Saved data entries

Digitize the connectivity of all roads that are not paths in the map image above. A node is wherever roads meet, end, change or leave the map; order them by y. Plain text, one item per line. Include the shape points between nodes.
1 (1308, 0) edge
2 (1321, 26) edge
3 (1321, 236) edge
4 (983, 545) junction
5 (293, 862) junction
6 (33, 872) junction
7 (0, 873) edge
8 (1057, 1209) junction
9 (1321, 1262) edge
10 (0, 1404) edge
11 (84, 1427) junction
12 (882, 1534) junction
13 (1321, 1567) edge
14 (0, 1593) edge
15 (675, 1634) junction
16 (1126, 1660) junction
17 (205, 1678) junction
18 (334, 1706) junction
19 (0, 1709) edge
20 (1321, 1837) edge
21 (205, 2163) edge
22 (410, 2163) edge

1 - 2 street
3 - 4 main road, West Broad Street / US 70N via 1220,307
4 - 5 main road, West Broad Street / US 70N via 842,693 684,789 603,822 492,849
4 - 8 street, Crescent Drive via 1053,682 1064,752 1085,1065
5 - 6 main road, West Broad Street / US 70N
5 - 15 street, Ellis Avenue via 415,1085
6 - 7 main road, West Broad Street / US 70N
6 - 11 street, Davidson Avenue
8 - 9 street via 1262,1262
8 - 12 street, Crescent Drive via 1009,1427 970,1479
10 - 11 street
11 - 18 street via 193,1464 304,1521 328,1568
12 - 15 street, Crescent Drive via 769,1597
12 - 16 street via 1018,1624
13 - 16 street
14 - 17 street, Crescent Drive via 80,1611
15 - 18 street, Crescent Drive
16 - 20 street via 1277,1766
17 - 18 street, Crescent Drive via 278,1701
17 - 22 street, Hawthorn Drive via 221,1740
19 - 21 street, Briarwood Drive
---
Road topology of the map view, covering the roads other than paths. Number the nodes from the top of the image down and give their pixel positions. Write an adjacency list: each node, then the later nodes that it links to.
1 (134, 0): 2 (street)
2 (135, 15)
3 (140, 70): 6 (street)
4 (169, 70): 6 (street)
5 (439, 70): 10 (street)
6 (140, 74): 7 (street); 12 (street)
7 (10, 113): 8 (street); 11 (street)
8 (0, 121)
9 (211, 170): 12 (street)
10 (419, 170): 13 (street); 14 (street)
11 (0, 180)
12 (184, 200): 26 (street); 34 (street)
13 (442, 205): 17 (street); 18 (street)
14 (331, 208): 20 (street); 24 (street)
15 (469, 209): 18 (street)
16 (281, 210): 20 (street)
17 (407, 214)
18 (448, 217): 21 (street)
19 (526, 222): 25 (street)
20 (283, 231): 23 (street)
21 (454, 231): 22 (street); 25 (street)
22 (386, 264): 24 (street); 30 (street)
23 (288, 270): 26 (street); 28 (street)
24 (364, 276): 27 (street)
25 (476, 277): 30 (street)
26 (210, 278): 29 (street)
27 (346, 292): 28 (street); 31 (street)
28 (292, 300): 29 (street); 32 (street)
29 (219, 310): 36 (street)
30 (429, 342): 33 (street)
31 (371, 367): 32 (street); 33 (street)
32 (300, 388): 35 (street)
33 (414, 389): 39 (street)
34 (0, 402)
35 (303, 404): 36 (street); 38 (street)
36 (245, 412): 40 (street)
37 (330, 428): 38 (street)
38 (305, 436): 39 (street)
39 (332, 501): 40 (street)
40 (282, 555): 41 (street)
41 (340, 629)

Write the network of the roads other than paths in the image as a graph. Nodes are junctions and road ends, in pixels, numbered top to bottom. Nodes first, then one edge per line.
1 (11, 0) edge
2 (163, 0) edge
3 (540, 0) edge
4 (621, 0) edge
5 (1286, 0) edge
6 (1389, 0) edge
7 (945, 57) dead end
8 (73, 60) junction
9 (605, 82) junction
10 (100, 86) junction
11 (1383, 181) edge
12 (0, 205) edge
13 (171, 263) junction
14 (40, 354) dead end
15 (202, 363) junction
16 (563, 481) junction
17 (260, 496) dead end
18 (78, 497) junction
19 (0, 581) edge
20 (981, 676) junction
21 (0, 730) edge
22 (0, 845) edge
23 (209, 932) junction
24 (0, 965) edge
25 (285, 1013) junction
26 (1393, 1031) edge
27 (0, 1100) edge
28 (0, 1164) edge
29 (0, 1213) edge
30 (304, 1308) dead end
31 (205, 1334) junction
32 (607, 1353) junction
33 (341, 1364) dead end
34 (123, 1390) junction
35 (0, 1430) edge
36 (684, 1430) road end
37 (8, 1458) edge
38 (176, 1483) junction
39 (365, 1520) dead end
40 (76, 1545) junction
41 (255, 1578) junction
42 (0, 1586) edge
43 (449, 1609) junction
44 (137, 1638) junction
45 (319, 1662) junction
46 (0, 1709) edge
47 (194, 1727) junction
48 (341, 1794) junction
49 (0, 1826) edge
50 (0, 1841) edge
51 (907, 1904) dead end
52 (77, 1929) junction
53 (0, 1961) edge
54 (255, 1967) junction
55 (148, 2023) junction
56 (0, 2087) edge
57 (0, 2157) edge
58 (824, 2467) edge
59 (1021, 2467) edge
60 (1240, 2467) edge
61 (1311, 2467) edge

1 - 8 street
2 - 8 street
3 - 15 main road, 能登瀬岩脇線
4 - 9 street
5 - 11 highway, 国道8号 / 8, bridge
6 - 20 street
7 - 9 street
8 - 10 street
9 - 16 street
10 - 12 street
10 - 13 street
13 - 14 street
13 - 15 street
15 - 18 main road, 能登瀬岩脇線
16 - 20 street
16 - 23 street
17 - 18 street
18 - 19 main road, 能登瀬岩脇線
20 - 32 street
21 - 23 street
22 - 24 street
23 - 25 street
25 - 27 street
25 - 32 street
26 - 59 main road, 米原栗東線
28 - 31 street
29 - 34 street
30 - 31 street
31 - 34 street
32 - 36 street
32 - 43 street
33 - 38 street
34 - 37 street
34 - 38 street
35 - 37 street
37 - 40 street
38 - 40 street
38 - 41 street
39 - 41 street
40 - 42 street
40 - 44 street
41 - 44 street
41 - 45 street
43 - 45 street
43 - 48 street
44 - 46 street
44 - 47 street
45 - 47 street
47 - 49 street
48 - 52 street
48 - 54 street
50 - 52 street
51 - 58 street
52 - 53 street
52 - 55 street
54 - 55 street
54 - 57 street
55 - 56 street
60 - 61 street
---
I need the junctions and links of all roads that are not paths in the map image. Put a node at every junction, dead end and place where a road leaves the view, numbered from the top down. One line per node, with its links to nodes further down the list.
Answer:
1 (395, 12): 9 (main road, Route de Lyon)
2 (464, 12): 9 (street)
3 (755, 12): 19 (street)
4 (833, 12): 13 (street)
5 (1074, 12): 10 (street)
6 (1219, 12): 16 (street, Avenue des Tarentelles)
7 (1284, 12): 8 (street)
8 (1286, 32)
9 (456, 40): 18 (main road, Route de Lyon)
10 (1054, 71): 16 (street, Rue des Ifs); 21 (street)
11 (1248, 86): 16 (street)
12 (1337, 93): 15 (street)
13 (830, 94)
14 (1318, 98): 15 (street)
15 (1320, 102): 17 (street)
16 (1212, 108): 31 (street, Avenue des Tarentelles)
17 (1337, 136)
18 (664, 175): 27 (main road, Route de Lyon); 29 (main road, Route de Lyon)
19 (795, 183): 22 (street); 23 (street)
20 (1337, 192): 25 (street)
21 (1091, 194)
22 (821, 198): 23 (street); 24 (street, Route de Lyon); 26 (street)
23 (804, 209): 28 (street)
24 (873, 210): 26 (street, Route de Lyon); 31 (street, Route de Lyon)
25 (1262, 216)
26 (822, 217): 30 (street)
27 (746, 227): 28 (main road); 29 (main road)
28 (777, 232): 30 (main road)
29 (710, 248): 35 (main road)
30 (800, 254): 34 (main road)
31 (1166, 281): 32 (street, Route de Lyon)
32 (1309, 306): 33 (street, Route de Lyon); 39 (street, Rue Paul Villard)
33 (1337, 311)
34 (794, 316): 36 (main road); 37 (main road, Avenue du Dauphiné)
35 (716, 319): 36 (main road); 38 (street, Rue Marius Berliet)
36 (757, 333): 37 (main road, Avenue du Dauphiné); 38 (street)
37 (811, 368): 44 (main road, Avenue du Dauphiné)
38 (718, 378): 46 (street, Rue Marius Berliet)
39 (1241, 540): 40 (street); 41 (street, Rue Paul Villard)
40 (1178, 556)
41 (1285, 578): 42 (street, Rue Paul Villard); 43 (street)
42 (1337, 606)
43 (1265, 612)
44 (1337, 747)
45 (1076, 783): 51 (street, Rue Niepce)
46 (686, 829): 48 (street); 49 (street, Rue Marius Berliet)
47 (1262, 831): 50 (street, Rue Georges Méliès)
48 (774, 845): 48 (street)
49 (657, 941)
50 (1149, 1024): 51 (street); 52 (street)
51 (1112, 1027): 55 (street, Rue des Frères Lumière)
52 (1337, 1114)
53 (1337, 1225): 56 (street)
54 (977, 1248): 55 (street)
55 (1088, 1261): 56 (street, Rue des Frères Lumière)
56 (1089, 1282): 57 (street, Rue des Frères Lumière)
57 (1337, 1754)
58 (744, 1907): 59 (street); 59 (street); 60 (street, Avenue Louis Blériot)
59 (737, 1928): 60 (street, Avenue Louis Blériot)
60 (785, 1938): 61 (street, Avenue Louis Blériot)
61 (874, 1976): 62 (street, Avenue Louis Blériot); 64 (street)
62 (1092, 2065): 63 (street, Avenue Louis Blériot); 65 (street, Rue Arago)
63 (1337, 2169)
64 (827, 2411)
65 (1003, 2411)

Problem requirements:
Report each line in the data above that holds the word "junctions" by copying it.

Expected answer:
Write the network of the roads other than paths in the image as a graph. Nodes are junctions and road ends, in pixels, numbered top to bottom. Nodes first, then one edge per line.
I need the junctions and links of all roads that are not paths in the map image. Put a node at every junction, dead end and place where a road leaves the view, numbered from the top down. One line per node, with its links to nodes further down the list.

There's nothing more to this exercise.